Rozman created his Twitch channel back in February 2018, for no other reason than he was bored and needed something to do after he got home from teaching. When he first started streaming, he said, the chess side of Twitch was “like the Wild West” with just a few streamers, none of whom seemed to know what they were doing.
The chess pro didn’t let the uncertainty and unpredictability deter him, though. He quickly fell in love with streaming, as it combined two of his favorite pastimes: playing chess and socializing.
“I think for me the biggest element was just like, the social element,” Rozman said. “Playing chess, socializing and I could do what I did in the classroom during the day, very chill. It could be in a hoodie, sitting in my chair, playing games, trash-talking — things I couldn’t do if I had a 6-year-old student in front of me, which was mostly what I was doing on a day-to-day basis.”
It’s a good thing Rozman never gave up on streaming. At the beginning of 2020, his channel had just over 17,800 followers. Around June, though, he started to pick up some serious steam, jumping from 21,328 followers at the beginning of June to 101,212 by the end of October.
So what happened? Well, over the summer, chess saw a big boom on Twitch thanks to PogChamps, an online amateur chess tournament hosted by Chess.com. For the first PogChamps tournament, huge Twitch streamers including Félix “xQc” Lengyel and Charles “MoistCr1tikal” White Jr. competed to win $50,000.
After that, interest in the game just kept growing. Between Hikaru Nakamura signing with esports organization TSM in August and Netflix releasing The Queen’s Gambit in October, chess had nowhere to go but up.
“Obviously, once The Queen’s Gambit came in October, I really just doubled down on that,” Rozman explained. “It’s really important to onboard people and make them feel like — it’s a steep learning curve, but if you’re in a good community and you have the right resources, you won’t be put off by it. I think there’s a pretty big barrier to entry in kind of getting your footing and looking in the right places. So, I try to make my channel kind of like that spot.”
With all the buzz around chess, Rozman has also grown his YouTube channel to 379,000 followers and counting. He recently started dedicating more time to creating content specifically for the platform, since he’s partial to its discovery algorithm. In December, for instance, the thumbnail for one of his YouTube videos received 230 million impressions.
“You don’t need to be subscribed to a channel to get content. You know, you go to YouTube [and] it just knows what you like,” he explained. “And you’re like, oh, cool, you know, that’s what I’ll watch today … I just make the content. You know, YouTube does the rest.”
As interest in chess has grown exponentially, Rozman has shifted his content strategy slightly to account for a new audience. Previously, his average viewer was somewhat familiar with chess — but now, anywhere from 60 to 65 percent of viewers are people who are new to the game.

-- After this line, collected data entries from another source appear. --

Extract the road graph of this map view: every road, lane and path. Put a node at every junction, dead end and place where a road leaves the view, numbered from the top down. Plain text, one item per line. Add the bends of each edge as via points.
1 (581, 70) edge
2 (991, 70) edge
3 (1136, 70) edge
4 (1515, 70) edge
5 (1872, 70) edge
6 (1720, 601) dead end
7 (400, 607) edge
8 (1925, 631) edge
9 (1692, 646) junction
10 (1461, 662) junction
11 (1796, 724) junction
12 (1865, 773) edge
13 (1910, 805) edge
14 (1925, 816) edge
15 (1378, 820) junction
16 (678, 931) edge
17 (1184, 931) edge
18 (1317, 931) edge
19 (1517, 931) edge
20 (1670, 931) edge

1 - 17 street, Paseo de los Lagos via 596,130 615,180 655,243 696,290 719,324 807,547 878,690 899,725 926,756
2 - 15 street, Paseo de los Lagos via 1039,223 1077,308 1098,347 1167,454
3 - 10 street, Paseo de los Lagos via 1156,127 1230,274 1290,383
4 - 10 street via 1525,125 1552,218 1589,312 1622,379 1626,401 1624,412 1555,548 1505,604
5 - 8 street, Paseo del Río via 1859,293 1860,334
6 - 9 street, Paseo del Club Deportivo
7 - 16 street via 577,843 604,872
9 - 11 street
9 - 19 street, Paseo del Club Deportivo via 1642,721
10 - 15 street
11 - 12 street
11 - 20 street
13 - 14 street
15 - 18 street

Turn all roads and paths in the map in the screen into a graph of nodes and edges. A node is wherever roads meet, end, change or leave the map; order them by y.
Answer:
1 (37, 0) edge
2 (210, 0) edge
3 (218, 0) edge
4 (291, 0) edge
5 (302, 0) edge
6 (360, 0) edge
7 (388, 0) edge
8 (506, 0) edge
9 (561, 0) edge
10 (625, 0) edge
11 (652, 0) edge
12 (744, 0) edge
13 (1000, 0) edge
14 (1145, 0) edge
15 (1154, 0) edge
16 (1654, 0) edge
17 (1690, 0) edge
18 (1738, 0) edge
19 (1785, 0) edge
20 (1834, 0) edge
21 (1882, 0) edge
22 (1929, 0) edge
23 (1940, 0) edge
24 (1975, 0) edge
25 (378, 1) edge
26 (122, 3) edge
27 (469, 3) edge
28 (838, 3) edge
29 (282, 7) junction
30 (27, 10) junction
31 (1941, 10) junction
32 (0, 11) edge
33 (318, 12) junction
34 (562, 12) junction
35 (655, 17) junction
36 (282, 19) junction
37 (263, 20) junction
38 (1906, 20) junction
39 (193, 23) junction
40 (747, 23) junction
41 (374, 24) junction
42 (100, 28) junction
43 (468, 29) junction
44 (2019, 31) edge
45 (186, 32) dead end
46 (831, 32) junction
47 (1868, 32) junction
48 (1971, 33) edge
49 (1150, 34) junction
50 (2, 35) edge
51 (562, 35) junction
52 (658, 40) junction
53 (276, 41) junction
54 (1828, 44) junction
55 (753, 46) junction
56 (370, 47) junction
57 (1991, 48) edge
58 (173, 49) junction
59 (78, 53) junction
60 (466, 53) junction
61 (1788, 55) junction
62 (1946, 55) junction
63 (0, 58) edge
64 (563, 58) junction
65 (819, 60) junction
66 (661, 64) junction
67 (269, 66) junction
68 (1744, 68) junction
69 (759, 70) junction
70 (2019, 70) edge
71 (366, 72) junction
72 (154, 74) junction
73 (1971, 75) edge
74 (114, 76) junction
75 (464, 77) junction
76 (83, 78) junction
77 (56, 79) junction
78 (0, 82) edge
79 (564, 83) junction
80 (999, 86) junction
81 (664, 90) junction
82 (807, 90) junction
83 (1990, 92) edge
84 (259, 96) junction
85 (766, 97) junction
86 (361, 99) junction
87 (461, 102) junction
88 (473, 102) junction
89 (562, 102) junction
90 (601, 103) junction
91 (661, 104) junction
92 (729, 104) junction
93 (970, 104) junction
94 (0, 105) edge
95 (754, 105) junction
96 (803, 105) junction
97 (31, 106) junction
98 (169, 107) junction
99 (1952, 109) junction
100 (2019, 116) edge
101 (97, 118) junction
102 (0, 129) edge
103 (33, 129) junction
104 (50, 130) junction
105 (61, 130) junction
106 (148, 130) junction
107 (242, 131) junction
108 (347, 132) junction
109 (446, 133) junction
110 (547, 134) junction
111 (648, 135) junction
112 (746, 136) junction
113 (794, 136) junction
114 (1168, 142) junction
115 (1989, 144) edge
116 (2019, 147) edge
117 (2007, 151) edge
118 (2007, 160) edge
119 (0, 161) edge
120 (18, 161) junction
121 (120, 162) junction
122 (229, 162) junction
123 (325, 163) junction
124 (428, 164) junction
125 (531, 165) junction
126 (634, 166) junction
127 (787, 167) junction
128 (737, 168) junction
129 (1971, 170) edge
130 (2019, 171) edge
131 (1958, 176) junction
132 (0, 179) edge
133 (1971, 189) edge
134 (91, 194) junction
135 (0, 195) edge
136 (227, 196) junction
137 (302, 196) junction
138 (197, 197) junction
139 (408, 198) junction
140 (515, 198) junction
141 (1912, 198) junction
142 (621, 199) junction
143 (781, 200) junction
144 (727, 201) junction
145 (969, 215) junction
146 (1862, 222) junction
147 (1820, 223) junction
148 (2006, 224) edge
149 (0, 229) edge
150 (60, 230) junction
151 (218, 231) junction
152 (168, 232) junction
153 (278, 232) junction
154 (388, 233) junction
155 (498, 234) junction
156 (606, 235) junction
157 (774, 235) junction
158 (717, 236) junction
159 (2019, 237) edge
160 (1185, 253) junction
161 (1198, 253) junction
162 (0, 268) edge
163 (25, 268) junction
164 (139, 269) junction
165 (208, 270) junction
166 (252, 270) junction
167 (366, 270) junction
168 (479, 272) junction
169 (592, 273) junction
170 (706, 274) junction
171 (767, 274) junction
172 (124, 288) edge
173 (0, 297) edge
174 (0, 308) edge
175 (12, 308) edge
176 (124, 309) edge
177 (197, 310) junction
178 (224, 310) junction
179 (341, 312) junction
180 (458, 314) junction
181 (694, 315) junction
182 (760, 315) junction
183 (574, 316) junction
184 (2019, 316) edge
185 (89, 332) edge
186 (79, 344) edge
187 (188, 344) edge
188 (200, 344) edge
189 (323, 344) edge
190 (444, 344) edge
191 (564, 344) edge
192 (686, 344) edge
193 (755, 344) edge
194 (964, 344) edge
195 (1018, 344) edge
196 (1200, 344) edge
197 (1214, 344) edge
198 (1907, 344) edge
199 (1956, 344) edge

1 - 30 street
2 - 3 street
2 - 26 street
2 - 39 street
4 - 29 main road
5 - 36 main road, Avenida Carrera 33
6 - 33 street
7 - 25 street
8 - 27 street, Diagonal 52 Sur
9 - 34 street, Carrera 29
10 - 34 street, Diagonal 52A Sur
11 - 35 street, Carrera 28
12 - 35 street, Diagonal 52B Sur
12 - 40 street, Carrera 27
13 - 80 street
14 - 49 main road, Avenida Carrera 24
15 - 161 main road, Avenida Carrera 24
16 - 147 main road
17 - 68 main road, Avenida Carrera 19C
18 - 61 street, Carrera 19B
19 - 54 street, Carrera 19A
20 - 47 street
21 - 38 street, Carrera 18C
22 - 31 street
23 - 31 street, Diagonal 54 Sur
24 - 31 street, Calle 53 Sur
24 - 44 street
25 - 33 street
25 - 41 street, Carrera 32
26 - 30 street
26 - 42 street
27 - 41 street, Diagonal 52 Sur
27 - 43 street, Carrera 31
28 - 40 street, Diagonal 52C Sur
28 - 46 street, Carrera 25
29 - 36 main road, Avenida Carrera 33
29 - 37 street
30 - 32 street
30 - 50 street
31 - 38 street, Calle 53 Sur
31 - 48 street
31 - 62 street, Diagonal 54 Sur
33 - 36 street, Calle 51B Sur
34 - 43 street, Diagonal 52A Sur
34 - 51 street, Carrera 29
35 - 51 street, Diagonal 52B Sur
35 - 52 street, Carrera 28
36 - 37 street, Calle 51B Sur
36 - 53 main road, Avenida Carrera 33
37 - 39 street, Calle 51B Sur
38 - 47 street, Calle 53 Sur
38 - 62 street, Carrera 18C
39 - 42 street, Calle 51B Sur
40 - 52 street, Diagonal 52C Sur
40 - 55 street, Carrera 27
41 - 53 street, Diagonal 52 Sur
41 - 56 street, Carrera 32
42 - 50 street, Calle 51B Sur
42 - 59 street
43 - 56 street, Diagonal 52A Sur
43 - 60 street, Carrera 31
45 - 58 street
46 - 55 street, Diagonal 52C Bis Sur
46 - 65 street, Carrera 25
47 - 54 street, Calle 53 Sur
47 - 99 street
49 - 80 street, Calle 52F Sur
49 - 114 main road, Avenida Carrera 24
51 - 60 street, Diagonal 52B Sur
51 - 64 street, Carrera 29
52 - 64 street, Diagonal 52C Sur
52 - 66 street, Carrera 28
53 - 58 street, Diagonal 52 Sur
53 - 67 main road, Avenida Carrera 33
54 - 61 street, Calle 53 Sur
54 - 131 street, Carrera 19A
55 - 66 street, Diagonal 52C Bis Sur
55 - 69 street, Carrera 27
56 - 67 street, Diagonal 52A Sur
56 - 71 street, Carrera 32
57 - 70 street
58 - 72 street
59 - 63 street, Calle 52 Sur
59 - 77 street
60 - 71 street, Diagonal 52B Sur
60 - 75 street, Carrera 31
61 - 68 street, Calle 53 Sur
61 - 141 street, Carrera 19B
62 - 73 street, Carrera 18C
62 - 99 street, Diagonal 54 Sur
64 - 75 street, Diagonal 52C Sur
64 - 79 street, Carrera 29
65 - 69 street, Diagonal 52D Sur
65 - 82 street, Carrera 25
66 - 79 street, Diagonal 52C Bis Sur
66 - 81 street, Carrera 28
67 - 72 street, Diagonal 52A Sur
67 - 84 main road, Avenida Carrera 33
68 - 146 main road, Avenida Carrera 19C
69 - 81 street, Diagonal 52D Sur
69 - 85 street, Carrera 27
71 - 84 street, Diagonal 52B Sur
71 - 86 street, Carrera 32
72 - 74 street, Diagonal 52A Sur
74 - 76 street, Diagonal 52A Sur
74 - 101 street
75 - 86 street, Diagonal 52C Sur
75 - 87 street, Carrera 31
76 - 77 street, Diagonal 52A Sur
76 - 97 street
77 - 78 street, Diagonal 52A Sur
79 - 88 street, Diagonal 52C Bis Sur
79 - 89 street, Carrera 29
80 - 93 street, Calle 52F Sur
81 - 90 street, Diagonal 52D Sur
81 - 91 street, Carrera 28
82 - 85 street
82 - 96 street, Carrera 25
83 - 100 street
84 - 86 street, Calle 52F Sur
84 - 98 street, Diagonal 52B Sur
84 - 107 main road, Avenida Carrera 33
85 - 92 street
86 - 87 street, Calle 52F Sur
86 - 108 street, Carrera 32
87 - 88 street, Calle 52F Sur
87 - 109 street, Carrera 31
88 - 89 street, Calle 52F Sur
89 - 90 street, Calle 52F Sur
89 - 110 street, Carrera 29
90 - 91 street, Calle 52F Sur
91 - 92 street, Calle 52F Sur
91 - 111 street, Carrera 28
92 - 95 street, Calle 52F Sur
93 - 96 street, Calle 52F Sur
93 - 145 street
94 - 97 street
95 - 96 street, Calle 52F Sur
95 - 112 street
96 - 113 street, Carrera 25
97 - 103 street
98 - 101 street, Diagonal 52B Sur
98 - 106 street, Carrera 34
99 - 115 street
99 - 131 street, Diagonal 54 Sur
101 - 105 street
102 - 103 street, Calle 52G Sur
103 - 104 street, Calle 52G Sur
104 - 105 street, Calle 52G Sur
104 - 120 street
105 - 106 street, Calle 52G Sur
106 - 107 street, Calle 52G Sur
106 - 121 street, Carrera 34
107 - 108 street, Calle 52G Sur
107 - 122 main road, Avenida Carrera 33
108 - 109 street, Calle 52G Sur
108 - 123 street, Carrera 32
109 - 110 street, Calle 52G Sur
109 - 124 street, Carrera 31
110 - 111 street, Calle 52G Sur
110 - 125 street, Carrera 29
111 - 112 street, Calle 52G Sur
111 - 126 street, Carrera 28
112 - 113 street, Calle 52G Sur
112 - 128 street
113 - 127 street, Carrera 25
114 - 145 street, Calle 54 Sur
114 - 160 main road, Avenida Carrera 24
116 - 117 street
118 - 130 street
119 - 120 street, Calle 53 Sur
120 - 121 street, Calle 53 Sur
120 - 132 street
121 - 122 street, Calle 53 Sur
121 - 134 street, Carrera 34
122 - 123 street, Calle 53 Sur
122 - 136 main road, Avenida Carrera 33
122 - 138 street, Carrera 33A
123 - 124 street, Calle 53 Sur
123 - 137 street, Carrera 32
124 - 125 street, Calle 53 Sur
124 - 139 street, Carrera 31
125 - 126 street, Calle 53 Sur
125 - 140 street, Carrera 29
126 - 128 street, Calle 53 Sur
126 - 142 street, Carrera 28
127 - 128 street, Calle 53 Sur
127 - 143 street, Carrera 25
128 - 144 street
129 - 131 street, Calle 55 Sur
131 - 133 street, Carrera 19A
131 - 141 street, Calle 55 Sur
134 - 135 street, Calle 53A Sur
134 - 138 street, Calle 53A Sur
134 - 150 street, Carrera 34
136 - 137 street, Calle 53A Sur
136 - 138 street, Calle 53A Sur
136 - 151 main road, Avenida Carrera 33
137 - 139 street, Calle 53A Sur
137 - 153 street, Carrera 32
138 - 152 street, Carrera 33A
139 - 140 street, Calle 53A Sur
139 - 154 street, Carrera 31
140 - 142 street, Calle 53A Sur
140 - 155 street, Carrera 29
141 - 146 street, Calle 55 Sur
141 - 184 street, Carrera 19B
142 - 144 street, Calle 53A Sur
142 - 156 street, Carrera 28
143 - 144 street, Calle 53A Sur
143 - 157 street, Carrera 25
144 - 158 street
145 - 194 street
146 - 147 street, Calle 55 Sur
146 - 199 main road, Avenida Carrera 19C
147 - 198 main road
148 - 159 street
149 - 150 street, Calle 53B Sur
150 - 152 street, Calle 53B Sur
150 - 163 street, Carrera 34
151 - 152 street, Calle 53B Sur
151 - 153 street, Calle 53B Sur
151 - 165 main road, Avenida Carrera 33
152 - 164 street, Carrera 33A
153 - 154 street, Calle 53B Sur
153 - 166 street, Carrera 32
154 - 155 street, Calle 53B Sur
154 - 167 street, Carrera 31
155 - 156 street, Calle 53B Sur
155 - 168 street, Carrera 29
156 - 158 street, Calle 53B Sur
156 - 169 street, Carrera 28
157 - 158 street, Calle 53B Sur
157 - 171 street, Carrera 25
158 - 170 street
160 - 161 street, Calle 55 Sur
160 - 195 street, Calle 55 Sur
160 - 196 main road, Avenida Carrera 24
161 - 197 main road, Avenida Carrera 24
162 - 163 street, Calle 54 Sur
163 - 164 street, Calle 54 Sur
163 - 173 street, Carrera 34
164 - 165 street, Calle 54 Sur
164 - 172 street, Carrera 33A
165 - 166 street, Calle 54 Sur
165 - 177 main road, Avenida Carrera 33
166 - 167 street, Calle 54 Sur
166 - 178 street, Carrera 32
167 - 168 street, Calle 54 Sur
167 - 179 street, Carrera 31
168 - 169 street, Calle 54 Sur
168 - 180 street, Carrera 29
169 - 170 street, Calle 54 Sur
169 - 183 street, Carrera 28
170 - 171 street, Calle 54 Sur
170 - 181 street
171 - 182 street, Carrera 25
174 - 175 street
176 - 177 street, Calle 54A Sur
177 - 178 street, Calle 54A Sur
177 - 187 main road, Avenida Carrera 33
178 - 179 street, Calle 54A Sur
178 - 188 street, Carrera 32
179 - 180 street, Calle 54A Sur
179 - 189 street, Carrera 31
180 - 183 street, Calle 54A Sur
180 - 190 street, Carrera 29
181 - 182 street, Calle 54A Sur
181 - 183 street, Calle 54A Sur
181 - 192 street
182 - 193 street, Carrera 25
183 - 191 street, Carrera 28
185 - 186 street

“They like the game. They like us. And they like the community. The chess to them is secondary,” Rozman said. “[We are definitely] kind of adjusting our … approach, like really breaking it down and making it really accessible to anybody who joins.”
Inside Gotham Chess’ streaming set-up
As a chess streamer, Rozman’s streaming set-up is relatively simple — and surprisingly affordable. He uses a PC that his friend helped him build from scratch, two monitors, some lights, a tripod from Amazon Basics, a Sony A6600 camera and an M-Audio Uber Mic.
When it comes to streaming and set-up, Rozman’s biggest tip is to make sure you never point your lights directly at your face.
“This is a very important small tip: Don’t point the lights at yourself,” he said. “Hurts. Point it at a wall. And if they’re bright enough, it’ll reflect back on you.”